Clay turns to Alex in the back seat. “What about you? Any ideas how we should do in Hitler?”

Alex taps the map spread out on his lap. “Let’s just focus on the assignment. Reconnoiter the area for possible howitzer targets.”

“Always the killjoy, Maki, I swear.” He opens his mess kit, stuffs a piece of bread into his mouth, chews loudly. “And whatever the hell does ‘reconnoiter’ mean?”

Over the next hour, they drive quickly through the German countryside. Snow covers the fields even this late in April beneath a drab, overhanging gray sky.

Clay says, “What’s that?”

“What?”

“Over there.” He points at a mound of snow by the road.

“Probably just a dead horse under there.”

Less than a minute later, Clay points again. “Look. Another one.” He slows the jeep.

“Don’t stop,” Stanley says. “Just keep going.”

But at the next mound, Clay

slows to a stop. This mound the largest of the three. The four soldiers disembark the jeep, approach the mound carefully.

“What do you think? Two horses?”

Clay pokes the mound with the butt of his rifle. Chunks of snow fall away.

A human face stares out.

“Oh!” he flinches, jumping back.

Cautiously, they brush off the top layer of snow. Beneath it, bodies clothed in striped outfits. Others are naked, their clothes ripped off, their arms and legs entangled like broken-off bare tree branches.

“Let’s go.”

“God, there must be a dozen bodies in here.”

“Let’s go.”

They hop on the jeep, drive away.

But they come across more mounds, with growing frequency. Some are large, others small, the size of a single person. Or a child, perhaps. A dog, they tell themselves. Just a dog.

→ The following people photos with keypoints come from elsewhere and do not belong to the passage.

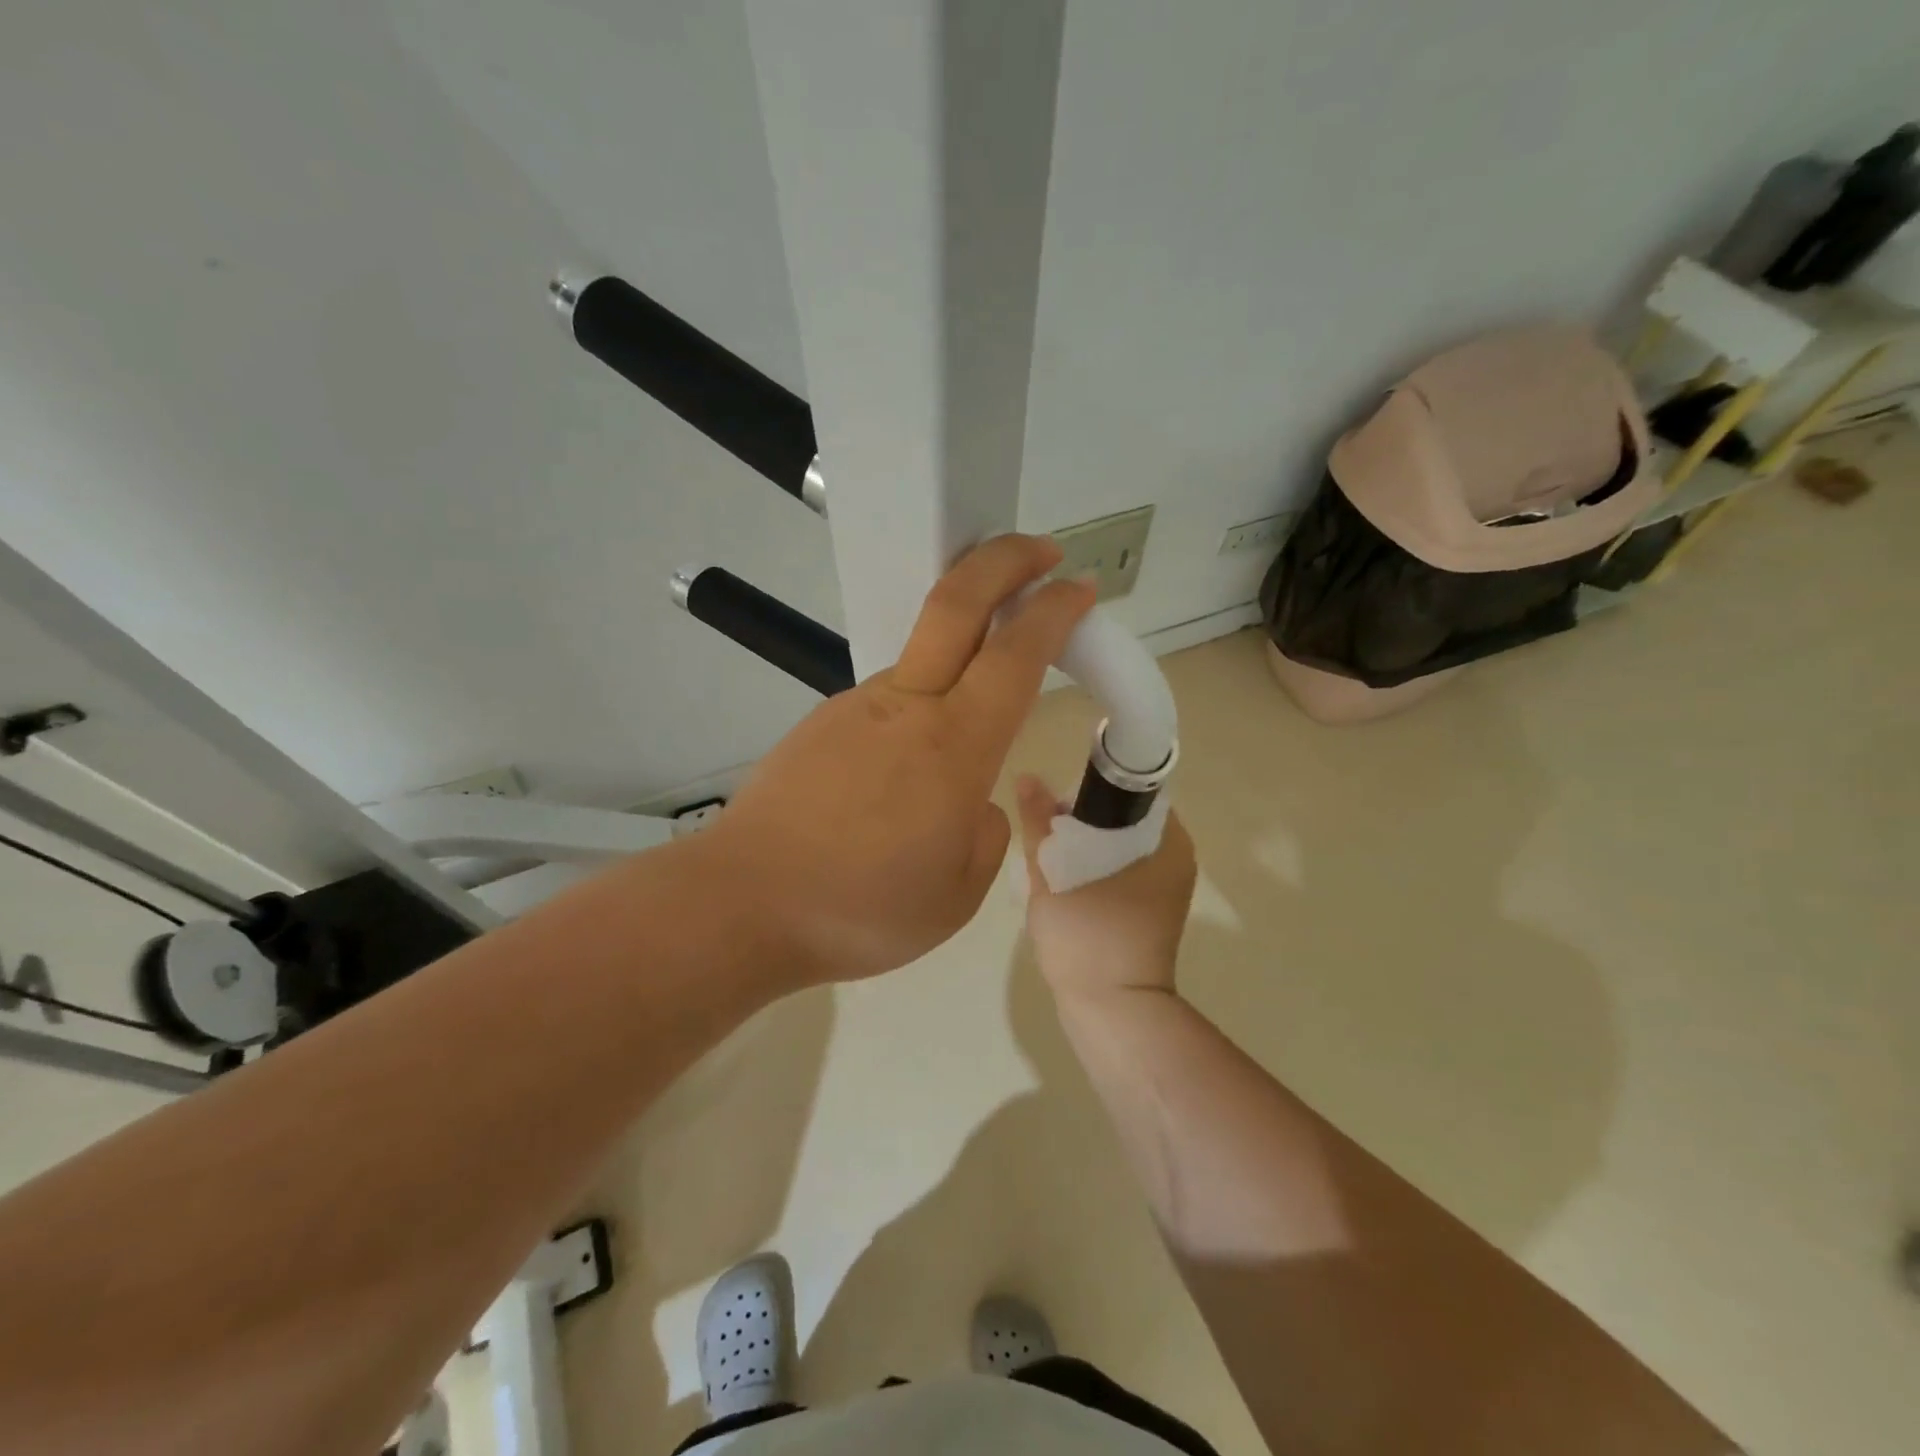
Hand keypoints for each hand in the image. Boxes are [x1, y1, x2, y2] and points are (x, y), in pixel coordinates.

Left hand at [704, 535, 1095, 987]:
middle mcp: (906, 706)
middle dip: (1004, 561)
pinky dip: (914, 716)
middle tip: (1042, 551)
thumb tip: (973, 803)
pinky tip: (897, 779)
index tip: (1080, 588)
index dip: (1054, 611)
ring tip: (963, 736)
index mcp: (954, 746)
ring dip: (959, 658)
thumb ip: (984, 834)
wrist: (743, 904)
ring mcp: (855, 707)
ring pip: (921, 662)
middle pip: (955, 603)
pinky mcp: (821, 722)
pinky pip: (886, 706)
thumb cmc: (862, 909)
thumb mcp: (957, 893)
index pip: (1016, 653)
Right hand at [1014, 775, 1197, 1004]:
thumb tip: (1028, 777)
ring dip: (1084, 844)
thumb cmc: (1089, 935)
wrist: (1112, 1012)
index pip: (1135, 792)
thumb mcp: (1055, 873)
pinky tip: (1062, 877)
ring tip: (1047, 850)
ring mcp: (1165, 890)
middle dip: (1083, 817)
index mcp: (1168, 842)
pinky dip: (1092, 867)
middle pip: (1125, 819)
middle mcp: (1175, 860)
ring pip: (1119, 847)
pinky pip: (1120, 872)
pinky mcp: (1149, 913)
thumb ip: (1039, 823)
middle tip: (1045, 825)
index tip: (1059, 798)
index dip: (1093, 786)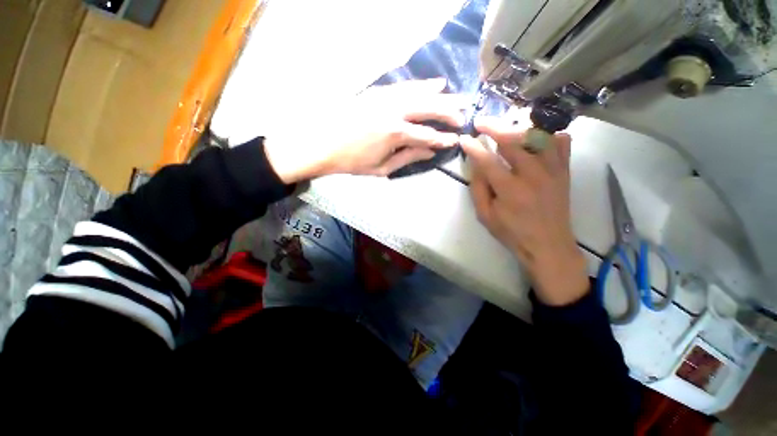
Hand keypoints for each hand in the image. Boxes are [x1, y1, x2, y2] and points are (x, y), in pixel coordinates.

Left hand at [264, 78, 465, 182]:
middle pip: (428, 108)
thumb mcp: (381, 168)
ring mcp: (384, 97)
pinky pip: (404, 86)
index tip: (455, 140)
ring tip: (456, 96)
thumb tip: (430, 152)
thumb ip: (408, 158)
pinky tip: (432, 84)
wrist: (322, 144)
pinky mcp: (376, 91)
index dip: (442, 139)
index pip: (427, 135)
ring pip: (419, 92)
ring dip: (440, 95)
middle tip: (463, 115)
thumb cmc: (352, 162)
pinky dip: (420, 85)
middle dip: (449, 112)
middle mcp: (393, 111)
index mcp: (395, 133)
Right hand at [460, 117, 587, 305]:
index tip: (464, 139)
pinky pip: (561, 143)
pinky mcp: (564, 171)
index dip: (473, 147)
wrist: (548, 245)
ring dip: (518, 128)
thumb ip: (478, 189)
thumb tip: (475, 165)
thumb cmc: (512, 233)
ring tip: (506, 128)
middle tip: (481, 122)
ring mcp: (553, 171)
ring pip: (538, 135)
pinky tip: (537, 138)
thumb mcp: (485, 216)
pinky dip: (548, 135)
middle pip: (513, 140)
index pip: (488, 161)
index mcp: (510, 190)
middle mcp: (533, 175)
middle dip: (494, 127)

“What the hell happened here?” Clay turns to Alex. “Where are we exactly?”

Alex bends over the map. “Near this town called Hurlach.”

“Hurlach. Never heard of it.”

“It’s just south of a place called ‘Da-chow.’”

Clay shakes his head. “Never heard of ‘Da-chow,’ either.”

Ten minutes later. “What’s that over there?” Alex says.

Clay slows the jeep.

None of the men says anything. It’s a camp. Enclosed by barbed-wire fences, and filled with rows of black barracks. Something is just wrong about this camp. They all feel it instantly.

“It’s off our route,” Clay says. “What do we do?”

“Drive to it,” Alex says.

“Germans, though.”

Alex peers through his binoculars. “I don’t see any. The camp looks unguarded.”

They drive slowly to the gate. Stanley radios in to headquarters for instructions. A dead horse lies in a roadside ditch.

Alex gets off.

“Hey, Maki, we should wait.”

He ignores them, walks to the gate. There are people on the other side of the fence. Standing in bare feet in the mud and snow. Staring back at him listlessly. He looks past them deeper into the campgrounds. More people standing or lying in the snow. Everything so still, like a black-and-white photograph.